Officers charged in incident

Several correctional officers are accused of submitting false reports about what happened that night, including one who said the victim was throwing punches toward his torso, a claim that’s not supported by video evidence at the scene, according to the attorney general’s office.

In all, 10 correctional officers are facing various charges ranging from records tampering and official misconduct to aggravated assault, State Attorney General Gurbir S. Grewal announced last month. He said at the time that one inmate was punched about 28 times and another was punched while she was in handcuffs.

The incident is just one of many reported at the facility.

Last April, the Department of Justice wrote in a notice after a two-year investigation that there is “reasonable cause to believe” that conditions at EMCF violate the Eighth Amendment, which prohibits “cruel and unusual punishment,” due to “the sexual abuse of prisoners by the facility’s staff” and that “these violations are pursuant to a pattern or practice of resistance to the full enjoyment of rights protected by the Eighth Amendment.”

The DOJ wrote that the facility “fails to protect victims who report excuse abuse from retaliation,” subjects those who do report sexual abuse to “hard and isolating conditions,” and that officials at the facility knew about the abuse and disregarded it, among other findings.

Earlier this year, a transgender woman was placed in a men’s prison after filing a lawsuit alleging abuse at the facility. She has been moved to an out-of-state women’s facility, according to her lawyer.
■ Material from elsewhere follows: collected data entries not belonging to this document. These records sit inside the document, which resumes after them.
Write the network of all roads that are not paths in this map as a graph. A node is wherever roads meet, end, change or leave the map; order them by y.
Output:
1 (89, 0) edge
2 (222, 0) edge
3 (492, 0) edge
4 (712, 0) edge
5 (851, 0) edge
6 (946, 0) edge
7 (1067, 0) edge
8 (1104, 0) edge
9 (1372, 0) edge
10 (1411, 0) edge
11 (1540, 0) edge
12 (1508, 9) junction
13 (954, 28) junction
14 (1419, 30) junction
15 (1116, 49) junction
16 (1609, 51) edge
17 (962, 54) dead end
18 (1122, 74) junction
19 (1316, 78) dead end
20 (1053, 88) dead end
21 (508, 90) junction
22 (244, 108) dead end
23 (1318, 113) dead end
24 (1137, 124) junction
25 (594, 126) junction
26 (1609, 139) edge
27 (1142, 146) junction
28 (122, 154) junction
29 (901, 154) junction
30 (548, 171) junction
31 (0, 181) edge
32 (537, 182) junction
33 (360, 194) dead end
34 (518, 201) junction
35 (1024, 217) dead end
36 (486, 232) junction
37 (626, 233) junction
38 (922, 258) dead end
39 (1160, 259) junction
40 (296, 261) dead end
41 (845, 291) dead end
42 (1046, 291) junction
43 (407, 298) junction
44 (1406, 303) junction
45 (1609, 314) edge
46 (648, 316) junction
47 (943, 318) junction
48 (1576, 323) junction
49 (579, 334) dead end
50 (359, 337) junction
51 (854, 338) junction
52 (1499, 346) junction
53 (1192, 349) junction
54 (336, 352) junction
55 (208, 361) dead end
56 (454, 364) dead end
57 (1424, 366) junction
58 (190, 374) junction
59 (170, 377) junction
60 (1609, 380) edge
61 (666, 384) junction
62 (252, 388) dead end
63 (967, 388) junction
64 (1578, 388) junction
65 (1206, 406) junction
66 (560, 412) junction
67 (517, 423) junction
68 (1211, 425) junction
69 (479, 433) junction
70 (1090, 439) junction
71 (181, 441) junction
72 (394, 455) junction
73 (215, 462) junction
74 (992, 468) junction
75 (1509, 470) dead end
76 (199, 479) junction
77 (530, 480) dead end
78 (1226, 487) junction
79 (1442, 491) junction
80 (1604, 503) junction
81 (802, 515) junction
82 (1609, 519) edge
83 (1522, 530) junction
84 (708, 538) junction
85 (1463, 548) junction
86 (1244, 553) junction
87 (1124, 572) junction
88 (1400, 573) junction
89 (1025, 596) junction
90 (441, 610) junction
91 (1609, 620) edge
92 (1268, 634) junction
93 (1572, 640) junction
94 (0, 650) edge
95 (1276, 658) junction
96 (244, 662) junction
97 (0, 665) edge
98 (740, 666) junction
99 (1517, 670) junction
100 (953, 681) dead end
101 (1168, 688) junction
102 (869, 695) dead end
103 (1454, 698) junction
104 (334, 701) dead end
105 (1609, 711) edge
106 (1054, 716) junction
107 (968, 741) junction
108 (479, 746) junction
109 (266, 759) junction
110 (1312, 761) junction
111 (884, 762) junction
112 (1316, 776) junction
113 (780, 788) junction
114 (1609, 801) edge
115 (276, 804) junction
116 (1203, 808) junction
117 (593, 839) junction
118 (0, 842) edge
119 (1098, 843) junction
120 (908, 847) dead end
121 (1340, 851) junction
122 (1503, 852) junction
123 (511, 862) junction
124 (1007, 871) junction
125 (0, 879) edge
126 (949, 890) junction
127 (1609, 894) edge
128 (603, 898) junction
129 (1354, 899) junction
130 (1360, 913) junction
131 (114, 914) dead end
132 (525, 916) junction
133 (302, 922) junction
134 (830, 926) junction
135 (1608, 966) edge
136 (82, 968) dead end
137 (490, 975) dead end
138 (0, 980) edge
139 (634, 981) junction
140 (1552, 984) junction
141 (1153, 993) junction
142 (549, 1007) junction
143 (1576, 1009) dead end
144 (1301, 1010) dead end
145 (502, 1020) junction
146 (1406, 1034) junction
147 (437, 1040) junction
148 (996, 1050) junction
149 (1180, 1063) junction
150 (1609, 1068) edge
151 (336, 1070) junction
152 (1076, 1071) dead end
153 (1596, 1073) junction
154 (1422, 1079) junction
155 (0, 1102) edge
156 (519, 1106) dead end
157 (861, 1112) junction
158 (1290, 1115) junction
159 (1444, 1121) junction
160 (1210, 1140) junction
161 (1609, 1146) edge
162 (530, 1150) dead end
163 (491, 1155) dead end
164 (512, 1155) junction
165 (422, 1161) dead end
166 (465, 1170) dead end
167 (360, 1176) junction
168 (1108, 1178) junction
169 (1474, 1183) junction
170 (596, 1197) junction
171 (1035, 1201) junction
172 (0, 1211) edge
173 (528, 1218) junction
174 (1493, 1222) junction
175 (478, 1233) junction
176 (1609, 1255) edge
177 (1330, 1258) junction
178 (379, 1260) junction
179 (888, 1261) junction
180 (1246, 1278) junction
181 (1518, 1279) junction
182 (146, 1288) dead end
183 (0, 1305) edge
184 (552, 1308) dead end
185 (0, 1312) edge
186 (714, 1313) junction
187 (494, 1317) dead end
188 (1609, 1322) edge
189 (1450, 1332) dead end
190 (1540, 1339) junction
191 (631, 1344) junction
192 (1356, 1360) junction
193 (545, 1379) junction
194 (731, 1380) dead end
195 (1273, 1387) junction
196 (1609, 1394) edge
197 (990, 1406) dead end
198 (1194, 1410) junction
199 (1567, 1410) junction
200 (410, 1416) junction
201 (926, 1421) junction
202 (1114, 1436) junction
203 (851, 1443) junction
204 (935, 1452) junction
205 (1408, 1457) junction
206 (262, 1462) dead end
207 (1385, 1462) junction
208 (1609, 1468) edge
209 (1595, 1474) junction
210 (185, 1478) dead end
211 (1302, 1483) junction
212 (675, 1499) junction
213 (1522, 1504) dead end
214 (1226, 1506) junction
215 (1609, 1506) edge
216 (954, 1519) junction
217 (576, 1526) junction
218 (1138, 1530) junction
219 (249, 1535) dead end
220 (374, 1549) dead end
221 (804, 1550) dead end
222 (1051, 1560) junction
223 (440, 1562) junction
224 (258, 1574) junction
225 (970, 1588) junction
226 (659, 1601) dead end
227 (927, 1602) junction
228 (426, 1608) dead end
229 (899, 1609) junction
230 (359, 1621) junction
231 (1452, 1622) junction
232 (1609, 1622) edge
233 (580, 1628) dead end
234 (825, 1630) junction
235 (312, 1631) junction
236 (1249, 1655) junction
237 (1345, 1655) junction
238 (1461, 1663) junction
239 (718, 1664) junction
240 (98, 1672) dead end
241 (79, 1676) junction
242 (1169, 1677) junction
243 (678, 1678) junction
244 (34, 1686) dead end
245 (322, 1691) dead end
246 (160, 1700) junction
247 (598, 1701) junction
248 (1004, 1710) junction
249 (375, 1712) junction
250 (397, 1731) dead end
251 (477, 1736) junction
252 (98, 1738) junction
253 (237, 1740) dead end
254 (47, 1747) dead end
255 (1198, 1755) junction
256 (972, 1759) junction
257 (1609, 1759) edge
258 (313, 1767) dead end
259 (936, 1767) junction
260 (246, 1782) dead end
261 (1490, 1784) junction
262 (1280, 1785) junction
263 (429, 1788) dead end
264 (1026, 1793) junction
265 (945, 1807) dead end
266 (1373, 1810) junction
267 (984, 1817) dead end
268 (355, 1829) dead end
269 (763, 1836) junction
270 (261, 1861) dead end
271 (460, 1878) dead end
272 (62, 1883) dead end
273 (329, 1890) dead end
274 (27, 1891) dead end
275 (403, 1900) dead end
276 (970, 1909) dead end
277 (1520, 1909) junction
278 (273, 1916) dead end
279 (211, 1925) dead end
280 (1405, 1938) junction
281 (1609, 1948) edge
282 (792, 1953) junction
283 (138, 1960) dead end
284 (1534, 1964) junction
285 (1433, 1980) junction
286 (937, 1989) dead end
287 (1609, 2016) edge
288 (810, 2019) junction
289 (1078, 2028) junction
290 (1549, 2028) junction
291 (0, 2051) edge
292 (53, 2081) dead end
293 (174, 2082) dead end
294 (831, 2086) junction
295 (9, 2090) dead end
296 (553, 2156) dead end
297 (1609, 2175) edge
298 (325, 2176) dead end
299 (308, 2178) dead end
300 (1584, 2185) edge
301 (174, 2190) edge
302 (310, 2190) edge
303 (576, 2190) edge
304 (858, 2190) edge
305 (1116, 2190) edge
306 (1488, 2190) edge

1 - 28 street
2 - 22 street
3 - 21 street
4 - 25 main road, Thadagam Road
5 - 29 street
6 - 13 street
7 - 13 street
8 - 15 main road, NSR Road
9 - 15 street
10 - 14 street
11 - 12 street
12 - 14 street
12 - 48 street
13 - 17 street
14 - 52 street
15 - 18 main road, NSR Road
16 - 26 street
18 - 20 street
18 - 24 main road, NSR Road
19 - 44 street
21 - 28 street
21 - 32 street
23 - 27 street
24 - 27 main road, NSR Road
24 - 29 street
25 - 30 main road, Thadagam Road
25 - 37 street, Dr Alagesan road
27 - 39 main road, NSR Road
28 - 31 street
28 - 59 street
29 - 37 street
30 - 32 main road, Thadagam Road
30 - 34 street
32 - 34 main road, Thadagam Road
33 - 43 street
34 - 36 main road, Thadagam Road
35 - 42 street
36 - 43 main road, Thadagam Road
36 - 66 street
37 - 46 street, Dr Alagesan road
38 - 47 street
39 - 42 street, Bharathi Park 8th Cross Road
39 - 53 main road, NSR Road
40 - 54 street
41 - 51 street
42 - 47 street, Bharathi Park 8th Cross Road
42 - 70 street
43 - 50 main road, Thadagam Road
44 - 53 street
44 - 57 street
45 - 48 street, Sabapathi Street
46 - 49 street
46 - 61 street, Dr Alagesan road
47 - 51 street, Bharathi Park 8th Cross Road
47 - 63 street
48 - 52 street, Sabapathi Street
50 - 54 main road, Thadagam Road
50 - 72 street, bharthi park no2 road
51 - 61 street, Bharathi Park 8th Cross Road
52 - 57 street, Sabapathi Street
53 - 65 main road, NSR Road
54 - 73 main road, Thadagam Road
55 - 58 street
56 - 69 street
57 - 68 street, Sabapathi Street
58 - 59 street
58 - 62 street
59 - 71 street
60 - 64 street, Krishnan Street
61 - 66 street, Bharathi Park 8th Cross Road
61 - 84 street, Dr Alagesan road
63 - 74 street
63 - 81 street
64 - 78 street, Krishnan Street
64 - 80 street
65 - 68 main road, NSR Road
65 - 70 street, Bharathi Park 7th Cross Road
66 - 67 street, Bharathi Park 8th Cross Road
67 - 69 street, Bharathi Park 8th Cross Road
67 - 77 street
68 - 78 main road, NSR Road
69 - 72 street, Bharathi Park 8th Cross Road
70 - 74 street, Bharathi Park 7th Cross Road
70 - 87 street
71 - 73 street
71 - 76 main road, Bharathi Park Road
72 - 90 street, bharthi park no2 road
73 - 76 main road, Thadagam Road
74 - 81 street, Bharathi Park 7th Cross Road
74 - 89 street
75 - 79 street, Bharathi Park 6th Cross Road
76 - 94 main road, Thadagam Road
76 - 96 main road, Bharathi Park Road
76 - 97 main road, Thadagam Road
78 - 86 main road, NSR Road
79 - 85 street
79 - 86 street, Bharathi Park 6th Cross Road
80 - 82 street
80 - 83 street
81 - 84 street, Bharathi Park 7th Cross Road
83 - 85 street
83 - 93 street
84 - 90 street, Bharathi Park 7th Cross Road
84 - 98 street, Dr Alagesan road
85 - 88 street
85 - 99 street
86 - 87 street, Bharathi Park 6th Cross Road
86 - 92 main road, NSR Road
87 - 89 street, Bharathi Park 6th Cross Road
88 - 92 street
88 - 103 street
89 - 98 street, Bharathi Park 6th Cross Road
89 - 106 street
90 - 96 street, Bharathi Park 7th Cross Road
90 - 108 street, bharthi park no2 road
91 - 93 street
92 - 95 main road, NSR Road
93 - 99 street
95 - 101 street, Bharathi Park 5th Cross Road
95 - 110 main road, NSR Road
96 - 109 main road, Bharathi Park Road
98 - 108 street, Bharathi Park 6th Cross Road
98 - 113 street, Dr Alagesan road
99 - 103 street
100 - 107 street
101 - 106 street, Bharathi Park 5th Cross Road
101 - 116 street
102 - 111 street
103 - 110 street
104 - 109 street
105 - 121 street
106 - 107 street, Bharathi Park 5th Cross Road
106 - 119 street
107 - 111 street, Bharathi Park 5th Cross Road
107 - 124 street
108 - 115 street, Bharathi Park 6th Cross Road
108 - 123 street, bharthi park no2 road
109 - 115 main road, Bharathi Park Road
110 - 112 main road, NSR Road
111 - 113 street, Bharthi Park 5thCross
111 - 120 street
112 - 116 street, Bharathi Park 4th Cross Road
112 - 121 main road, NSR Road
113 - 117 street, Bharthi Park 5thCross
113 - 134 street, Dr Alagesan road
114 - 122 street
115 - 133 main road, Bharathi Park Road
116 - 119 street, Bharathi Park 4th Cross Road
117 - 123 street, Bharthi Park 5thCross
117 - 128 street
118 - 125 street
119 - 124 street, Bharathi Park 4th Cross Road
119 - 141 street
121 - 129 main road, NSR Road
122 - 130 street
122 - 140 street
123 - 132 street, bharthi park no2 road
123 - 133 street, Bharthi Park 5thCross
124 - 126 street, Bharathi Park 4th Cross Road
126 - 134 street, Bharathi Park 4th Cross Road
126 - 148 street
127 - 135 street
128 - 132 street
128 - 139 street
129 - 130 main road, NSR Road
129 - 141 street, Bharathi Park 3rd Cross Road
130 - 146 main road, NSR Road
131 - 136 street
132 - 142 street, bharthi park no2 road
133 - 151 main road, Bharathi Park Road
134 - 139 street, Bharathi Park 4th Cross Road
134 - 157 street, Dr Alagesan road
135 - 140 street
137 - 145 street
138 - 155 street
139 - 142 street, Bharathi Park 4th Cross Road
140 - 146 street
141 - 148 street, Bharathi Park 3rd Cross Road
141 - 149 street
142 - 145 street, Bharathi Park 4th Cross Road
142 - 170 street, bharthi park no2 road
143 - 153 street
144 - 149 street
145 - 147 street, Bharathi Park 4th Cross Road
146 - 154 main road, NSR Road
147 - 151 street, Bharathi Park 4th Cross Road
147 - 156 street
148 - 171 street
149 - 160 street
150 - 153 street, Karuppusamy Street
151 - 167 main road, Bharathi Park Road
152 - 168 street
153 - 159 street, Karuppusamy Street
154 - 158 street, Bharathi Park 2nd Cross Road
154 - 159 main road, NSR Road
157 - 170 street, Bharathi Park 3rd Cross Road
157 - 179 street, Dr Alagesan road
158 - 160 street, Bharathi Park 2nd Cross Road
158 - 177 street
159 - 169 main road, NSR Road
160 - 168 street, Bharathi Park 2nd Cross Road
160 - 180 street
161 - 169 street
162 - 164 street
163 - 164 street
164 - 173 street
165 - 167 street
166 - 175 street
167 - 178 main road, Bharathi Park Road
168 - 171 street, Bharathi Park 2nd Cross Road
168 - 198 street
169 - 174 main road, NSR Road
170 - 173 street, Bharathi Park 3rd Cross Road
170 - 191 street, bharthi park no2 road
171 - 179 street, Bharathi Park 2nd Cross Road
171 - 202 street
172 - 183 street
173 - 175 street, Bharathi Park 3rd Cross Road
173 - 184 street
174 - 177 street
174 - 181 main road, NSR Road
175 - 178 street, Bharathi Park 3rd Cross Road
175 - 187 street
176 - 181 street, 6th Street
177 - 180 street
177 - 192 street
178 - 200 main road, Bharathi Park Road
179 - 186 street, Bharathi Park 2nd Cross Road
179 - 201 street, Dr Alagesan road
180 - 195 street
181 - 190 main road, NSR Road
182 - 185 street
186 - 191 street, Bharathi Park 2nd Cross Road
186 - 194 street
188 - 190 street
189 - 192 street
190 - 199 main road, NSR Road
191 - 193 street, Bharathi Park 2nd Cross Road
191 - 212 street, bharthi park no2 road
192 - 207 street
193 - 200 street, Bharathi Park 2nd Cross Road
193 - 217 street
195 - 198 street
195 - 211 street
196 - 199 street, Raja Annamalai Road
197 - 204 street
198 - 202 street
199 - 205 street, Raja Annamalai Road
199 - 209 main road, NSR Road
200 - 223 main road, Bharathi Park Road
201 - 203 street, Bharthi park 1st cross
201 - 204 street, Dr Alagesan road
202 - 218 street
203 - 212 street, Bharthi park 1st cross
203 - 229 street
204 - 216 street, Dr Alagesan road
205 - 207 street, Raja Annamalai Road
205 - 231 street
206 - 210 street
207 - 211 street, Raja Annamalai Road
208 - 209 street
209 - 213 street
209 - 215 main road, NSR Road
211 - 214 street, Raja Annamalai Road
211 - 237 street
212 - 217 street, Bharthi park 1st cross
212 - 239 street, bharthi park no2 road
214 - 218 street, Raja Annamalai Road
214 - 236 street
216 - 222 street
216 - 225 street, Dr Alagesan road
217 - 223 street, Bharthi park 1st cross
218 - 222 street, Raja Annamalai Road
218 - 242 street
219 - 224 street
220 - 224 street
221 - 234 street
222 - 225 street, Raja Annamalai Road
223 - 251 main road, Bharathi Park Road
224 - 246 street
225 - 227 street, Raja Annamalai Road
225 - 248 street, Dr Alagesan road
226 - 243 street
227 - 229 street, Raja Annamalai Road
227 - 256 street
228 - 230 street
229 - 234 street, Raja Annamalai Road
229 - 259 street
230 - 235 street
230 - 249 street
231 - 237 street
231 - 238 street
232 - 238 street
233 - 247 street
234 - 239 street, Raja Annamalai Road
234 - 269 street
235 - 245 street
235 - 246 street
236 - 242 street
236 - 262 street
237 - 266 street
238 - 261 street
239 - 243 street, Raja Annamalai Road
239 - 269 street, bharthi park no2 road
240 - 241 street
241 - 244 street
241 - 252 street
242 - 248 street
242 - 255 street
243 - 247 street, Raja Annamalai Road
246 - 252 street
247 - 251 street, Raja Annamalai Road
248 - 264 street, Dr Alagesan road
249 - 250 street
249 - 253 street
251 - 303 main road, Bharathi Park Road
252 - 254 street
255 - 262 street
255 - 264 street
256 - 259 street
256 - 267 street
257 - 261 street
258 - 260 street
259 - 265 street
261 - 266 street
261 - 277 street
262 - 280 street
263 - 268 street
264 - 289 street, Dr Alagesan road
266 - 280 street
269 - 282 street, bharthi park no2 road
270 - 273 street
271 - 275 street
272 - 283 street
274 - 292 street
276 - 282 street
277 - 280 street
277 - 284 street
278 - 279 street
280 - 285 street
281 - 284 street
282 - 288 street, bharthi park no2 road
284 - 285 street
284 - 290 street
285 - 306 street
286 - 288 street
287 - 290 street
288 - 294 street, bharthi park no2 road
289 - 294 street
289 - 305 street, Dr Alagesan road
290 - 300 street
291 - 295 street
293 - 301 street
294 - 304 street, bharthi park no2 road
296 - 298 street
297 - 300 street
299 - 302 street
The woman had filed a lawsuit in March, alleging she was one of several inmates attacked by corrections officers at the facility earlier this year, including the January 11 incident.

The early January incident triggered a joint investigation by the Attorney General’s Office of Public Integrity and Accountability and the Hunterdon County Prosecutor’s Office, according to the attorney general’s office. Murphy said he was “sickened by the horrific reports,” and he ordered a full independent investigation by the state’s former comptroller.